Ingredients:
- Semi-sweet chocolate chips - 6 oz (170 g)
- Butterscotch chips - 6 oz (170 g)
- Creamy peanut butter (or alternative nut/seed butter) - 1/3 cup (80 g)
- Light corn syrup or honey (optional, for extra gloss/binding) - 1 tbsp (15 g)
- Vanilla extract - 1 tsp (5 ml)
- Fine sea salt - 1/4 tsp (1.5 g)
- Crunchy chow mein noodles (or crunchy fried noodles) - 5 cups loosely packed (≈150 g)
- Roasted salted peanuts, roughly chopped - 1 cup (140 g)
- Sweetened shredded coconut (optional) - 1/2 cup (40 g)
- Flaky sea salt (optional garnish) - a pinch per cluster
- Melted white chocolate or extra butterscotch for drizzling (optional) - 2-3 tbsp (30-45 g)
Instructions:
- Prep: Line a baking sheet with parchment paper or a silicone baking mat. Measure out the chow mein noodles, peanuts, and coconut and place them in a large mixing bowl.
- Melt & combine: Melt the semi-sweet chocolate and butterscotch chips together until smooth using either a microwave (20-30 second bursts, stirring between each) or a double boiler set over simmering water. Stir in the peanut butter, corn syrup or honey if using, vanilla extract, and 1/4 teaspoon fine sea salt until the mixture is glossy and pourable.
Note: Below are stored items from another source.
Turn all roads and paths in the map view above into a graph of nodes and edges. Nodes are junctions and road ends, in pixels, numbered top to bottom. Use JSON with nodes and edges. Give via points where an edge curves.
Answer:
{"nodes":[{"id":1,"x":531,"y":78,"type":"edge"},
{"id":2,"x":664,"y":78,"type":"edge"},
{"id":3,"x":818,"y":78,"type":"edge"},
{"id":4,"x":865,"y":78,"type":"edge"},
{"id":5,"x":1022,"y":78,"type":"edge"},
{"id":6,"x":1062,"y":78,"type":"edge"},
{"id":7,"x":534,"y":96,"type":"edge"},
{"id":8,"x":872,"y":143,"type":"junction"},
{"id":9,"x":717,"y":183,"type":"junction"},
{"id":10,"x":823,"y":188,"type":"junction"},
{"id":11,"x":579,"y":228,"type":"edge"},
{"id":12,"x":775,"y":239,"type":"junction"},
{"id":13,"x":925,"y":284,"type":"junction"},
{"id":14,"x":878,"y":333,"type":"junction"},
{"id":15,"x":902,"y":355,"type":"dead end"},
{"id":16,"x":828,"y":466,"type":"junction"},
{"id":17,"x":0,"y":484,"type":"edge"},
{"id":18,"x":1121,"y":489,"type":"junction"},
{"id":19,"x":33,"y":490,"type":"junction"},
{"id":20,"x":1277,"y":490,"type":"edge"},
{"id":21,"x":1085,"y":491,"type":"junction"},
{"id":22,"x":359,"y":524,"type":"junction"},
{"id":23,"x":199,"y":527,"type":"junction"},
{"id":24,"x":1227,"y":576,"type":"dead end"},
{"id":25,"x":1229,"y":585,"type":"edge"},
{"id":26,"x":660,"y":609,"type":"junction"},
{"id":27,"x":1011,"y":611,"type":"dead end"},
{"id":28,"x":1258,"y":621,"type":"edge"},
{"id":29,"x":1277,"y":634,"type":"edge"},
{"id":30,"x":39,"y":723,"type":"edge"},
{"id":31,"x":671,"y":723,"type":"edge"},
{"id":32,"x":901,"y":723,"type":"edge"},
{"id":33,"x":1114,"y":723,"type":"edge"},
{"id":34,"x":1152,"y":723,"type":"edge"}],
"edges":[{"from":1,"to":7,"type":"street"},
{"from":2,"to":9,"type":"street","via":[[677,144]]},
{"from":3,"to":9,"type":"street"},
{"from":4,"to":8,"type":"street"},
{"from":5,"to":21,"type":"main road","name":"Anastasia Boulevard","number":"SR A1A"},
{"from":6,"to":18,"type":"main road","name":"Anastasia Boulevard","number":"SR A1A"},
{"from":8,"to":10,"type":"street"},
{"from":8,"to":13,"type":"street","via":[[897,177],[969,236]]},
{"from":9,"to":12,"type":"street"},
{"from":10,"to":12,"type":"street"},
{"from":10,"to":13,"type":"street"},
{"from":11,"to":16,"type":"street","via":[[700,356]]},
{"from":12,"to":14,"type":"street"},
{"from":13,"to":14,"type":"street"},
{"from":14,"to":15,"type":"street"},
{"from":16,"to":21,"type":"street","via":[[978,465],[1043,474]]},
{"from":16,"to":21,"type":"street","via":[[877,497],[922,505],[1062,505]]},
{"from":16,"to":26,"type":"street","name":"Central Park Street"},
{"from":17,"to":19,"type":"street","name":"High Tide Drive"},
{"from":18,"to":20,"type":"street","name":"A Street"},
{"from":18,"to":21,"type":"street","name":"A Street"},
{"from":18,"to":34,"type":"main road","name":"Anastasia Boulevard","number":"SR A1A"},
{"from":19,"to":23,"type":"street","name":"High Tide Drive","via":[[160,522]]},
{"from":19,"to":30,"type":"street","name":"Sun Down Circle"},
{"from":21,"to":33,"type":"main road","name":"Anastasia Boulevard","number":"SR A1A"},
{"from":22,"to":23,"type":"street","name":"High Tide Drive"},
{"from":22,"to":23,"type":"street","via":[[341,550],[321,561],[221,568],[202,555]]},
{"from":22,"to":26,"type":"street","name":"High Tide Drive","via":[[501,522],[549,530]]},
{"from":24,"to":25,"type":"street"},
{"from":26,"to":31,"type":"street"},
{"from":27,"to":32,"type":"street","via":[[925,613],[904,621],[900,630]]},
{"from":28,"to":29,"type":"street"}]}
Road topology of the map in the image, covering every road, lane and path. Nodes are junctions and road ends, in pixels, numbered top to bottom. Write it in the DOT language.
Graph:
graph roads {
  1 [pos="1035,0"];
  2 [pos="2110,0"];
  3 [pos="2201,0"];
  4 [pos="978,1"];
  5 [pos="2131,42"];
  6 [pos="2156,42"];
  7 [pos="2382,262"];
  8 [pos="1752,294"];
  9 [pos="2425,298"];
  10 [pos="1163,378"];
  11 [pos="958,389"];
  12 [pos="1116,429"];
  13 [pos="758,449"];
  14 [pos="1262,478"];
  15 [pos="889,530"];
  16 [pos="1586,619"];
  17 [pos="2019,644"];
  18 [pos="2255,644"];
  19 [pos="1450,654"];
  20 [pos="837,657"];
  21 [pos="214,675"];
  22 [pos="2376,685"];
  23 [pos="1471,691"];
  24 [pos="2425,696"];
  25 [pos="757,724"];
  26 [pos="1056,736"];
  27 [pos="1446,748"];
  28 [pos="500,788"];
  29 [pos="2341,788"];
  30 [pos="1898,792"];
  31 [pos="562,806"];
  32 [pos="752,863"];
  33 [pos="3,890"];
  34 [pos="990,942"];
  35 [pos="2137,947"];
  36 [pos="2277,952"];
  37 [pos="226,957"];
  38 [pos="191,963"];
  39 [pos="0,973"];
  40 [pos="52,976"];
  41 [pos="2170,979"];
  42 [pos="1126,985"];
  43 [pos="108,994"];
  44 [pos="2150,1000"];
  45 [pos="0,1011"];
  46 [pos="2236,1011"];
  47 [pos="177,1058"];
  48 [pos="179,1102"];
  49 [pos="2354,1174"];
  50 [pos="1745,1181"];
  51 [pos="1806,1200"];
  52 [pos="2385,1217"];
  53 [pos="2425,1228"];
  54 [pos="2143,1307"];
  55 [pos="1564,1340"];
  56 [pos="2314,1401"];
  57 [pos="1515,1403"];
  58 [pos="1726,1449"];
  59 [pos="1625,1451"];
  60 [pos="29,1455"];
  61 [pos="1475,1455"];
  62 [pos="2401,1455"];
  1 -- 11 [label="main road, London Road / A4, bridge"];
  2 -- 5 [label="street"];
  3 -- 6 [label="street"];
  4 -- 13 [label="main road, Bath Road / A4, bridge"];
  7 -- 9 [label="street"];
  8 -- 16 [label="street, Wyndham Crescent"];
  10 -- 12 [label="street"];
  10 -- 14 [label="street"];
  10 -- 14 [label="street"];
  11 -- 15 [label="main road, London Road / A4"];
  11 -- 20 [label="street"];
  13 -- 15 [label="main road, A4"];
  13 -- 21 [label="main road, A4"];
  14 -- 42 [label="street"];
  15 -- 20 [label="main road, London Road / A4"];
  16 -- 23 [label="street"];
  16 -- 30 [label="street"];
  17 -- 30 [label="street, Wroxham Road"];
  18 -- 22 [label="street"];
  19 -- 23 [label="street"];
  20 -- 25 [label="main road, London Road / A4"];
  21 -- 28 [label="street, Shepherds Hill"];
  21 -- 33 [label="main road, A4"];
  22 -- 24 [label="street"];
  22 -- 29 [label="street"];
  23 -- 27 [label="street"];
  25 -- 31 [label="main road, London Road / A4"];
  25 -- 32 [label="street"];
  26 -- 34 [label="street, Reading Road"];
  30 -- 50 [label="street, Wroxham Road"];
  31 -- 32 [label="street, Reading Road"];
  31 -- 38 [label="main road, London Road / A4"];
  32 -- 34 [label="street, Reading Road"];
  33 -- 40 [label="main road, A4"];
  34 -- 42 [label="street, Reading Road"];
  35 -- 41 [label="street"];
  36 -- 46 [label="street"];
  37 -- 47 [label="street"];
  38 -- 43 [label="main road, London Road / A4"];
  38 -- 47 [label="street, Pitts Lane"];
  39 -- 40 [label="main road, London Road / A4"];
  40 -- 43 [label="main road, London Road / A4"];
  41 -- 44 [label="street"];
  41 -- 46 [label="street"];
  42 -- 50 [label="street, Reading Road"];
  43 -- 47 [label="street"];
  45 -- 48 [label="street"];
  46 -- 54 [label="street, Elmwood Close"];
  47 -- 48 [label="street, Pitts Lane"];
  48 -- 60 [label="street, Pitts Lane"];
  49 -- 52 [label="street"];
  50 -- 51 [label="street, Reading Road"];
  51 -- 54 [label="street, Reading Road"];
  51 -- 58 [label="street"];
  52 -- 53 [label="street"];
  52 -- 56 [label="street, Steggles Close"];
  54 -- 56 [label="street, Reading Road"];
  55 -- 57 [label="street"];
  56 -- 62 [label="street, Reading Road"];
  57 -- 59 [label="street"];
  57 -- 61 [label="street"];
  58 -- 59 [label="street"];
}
- Mix with crunchy elements: Immediately pour the warm chocolate-butterscotch mixture over the bowl with chow mein noodles, chopped peanuts, and coconut. Fold gently but thoroughly until all crunchy bits are evenly coated. Work quickly; if the coating thickens, warm for a few seconds in the microwave to loosen.
- Portion clusters: Using a 1-tablespoon cookie scoop or two spoons, drop mounds of the mixture onto the prepared sheet, spacing about 1 inch (2.5 cm) apart. If desired, gently press the tops to shape and sprinkle with flaky sea salt or drizzle with melted white chocolate or extra butterscotch.
- Set: Refrigerate the baking sheet uncovered for 30–45 minutes, or until clusters are firm to the touch and the coating is matte rather than tacky.
- Store: Transfer haystacks to an airtight container. Store at room temperature up to 3 days or in the refrigerator up to 2 weeks, separating layers with parchment.